EXERCISE DATA START

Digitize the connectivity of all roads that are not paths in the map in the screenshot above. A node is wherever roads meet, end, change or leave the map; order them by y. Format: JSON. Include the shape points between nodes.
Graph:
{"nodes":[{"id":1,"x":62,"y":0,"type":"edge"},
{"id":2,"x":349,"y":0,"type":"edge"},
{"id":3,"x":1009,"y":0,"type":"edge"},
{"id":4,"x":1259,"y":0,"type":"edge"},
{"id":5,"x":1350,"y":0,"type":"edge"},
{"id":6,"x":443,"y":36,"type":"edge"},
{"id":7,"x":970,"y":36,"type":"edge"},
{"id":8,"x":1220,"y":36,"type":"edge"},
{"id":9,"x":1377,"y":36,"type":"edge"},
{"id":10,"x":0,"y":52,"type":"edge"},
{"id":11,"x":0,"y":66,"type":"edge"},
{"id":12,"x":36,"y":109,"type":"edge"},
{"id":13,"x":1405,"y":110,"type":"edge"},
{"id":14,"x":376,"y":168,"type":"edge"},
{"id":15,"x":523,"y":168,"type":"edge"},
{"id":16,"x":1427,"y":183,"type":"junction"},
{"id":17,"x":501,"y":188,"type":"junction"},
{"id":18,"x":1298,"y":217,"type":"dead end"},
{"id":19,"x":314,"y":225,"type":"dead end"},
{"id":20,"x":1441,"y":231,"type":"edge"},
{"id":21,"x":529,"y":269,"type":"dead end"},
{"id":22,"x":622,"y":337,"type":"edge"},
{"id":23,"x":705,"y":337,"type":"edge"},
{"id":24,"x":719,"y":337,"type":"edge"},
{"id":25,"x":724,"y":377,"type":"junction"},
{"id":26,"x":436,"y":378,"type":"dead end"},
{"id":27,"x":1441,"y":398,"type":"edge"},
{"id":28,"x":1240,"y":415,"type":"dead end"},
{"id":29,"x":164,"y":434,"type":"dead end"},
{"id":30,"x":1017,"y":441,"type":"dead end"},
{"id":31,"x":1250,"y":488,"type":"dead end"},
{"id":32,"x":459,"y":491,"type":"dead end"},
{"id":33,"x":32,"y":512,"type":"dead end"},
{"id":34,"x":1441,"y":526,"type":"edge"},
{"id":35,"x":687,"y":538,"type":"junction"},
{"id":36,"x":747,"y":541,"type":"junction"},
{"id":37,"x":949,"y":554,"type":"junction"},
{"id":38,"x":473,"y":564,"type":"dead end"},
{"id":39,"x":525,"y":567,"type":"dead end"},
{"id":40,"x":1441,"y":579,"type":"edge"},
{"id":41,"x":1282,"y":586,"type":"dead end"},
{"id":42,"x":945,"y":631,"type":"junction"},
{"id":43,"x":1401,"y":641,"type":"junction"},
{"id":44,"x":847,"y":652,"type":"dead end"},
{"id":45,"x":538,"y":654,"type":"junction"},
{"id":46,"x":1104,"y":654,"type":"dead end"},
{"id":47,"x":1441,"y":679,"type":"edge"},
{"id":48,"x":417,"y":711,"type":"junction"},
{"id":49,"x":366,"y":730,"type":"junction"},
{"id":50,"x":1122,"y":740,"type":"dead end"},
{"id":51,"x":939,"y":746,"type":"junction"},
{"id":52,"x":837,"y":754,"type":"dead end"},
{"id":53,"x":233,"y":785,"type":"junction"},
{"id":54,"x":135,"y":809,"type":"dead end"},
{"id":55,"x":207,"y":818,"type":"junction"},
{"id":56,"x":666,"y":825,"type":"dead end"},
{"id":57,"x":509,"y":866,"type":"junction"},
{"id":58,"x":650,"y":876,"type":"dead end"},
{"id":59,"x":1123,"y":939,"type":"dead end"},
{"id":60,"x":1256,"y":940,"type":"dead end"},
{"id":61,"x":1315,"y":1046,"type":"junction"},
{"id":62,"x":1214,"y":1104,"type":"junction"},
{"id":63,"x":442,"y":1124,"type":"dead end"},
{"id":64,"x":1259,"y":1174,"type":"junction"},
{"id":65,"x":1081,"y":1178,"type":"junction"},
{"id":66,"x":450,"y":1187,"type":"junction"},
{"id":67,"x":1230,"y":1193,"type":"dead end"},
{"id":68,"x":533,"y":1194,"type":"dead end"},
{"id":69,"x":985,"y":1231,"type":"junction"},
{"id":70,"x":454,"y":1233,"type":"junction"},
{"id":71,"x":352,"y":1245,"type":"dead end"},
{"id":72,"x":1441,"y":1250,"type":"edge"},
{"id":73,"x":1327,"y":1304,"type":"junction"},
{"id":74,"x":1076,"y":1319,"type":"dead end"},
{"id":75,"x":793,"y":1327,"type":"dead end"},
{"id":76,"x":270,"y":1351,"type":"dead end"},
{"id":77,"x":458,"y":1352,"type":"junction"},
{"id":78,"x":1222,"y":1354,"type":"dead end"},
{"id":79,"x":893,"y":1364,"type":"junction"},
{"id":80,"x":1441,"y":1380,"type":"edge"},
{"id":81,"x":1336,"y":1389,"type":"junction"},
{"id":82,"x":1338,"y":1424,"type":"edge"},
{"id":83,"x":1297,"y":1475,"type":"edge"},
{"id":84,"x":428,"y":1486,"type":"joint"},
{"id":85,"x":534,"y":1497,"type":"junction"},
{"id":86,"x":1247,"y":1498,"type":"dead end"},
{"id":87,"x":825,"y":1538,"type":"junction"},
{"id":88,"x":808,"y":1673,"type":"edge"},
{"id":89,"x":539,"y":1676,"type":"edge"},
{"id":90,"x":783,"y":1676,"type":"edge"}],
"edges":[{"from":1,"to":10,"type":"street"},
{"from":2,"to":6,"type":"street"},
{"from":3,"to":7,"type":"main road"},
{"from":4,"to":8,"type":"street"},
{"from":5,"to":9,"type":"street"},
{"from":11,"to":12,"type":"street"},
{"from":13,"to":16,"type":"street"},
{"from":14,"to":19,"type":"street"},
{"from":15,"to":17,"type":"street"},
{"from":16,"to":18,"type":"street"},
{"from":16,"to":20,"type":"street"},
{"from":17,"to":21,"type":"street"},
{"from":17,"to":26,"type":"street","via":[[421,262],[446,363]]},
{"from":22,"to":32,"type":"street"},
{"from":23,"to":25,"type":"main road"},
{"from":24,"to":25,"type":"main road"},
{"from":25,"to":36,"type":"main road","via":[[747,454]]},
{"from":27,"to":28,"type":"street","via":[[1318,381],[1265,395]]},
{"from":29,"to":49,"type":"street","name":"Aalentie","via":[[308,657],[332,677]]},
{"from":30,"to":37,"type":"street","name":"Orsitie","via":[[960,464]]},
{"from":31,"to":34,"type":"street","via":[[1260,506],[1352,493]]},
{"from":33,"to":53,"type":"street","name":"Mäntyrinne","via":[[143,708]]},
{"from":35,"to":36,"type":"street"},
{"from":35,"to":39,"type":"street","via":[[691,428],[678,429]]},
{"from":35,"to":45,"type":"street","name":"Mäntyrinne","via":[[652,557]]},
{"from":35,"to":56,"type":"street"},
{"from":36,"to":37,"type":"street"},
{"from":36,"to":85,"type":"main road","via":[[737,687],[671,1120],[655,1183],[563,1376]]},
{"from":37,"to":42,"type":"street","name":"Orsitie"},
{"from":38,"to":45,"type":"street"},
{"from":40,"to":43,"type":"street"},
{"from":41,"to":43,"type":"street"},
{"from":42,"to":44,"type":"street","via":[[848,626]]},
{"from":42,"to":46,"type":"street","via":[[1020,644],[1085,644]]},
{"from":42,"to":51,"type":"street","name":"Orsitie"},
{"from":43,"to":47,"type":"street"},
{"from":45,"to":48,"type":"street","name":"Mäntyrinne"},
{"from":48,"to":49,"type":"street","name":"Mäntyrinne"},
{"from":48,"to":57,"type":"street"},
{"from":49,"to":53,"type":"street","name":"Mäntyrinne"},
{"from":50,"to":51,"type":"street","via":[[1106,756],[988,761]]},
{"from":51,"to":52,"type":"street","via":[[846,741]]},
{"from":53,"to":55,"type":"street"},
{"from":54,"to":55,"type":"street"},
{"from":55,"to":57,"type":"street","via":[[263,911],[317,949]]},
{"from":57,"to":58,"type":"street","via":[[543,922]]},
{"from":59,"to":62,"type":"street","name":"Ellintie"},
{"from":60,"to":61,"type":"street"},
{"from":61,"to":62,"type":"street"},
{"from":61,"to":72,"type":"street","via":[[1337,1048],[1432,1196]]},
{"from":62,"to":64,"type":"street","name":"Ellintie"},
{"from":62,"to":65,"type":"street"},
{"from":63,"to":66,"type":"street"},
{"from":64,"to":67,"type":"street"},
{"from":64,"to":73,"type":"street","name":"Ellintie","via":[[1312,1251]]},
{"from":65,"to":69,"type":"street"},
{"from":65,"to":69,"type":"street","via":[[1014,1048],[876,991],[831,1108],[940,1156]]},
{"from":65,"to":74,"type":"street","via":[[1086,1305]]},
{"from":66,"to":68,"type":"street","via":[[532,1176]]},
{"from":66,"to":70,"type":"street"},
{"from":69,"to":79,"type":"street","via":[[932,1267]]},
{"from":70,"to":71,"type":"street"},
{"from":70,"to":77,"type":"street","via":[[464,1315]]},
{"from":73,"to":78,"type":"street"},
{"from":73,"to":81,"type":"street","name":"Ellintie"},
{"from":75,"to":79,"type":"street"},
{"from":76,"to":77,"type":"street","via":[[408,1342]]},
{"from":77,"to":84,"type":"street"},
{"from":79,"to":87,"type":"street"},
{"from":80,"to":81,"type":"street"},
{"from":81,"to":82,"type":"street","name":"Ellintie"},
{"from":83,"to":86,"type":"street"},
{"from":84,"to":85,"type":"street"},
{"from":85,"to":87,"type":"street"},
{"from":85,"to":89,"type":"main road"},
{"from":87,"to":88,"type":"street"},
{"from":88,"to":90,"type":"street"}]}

EXERCISE DATA END

TRY IT: Every line above that holds the string "nodes" should be copied into the answer.

ANSWER SPACE:
Digitize the connectivity of all roads that are not paths in the map in the screenshot above. A node is wherever roads meet, end, change or leave the map; order them by y. Format: JSON. Include the shape points between nodes.
{"nodes":[{"id":1,"x":62,"y":0,"type":"edge"},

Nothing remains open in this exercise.